Data:
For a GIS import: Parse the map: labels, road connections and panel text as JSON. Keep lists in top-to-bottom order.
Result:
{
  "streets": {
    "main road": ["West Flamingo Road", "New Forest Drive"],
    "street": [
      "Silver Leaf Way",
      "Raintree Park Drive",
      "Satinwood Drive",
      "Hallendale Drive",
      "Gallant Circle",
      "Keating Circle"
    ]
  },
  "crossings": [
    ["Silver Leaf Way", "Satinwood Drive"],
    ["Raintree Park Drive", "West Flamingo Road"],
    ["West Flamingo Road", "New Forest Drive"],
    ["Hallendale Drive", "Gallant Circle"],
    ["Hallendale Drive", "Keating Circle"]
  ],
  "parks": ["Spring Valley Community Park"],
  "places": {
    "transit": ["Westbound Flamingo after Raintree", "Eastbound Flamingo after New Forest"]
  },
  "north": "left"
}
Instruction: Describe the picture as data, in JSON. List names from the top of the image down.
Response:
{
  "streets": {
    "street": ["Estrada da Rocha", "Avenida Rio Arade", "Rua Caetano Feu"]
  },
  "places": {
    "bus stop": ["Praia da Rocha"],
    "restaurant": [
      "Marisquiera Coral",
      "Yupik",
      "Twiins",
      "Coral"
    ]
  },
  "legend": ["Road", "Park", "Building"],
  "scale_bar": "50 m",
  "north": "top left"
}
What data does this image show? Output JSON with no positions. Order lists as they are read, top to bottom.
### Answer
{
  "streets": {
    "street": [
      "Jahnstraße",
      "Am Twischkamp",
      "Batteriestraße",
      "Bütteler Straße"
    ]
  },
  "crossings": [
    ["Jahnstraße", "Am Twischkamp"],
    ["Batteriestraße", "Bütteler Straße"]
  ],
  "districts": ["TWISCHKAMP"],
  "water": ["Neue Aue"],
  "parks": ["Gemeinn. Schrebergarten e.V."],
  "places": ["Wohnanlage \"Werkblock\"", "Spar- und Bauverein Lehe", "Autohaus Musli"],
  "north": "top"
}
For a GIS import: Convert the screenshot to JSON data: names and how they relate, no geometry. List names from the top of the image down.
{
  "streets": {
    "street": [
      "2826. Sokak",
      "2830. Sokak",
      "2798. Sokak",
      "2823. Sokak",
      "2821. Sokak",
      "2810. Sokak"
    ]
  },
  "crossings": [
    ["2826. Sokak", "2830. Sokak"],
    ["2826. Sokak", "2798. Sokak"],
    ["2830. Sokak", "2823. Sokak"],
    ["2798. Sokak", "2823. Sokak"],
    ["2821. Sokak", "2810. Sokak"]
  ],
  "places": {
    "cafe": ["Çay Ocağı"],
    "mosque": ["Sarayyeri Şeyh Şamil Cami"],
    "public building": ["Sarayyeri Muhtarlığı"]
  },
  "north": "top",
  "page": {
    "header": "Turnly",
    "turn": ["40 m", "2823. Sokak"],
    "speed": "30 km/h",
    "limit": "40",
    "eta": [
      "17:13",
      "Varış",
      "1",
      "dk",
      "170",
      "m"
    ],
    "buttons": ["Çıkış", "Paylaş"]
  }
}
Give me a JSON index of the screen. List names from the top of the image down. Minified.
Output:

What to work on:
Show every line of the entries above where the word "bottom" occurs.

Response to this exercise:
For a GIS import: Parse the map: labels, road connections and panel text as JSON. Keep lists in top-to-bottom order.
What data does this image show? Output JSON with no positions. Order lists as they are read, top to bottom.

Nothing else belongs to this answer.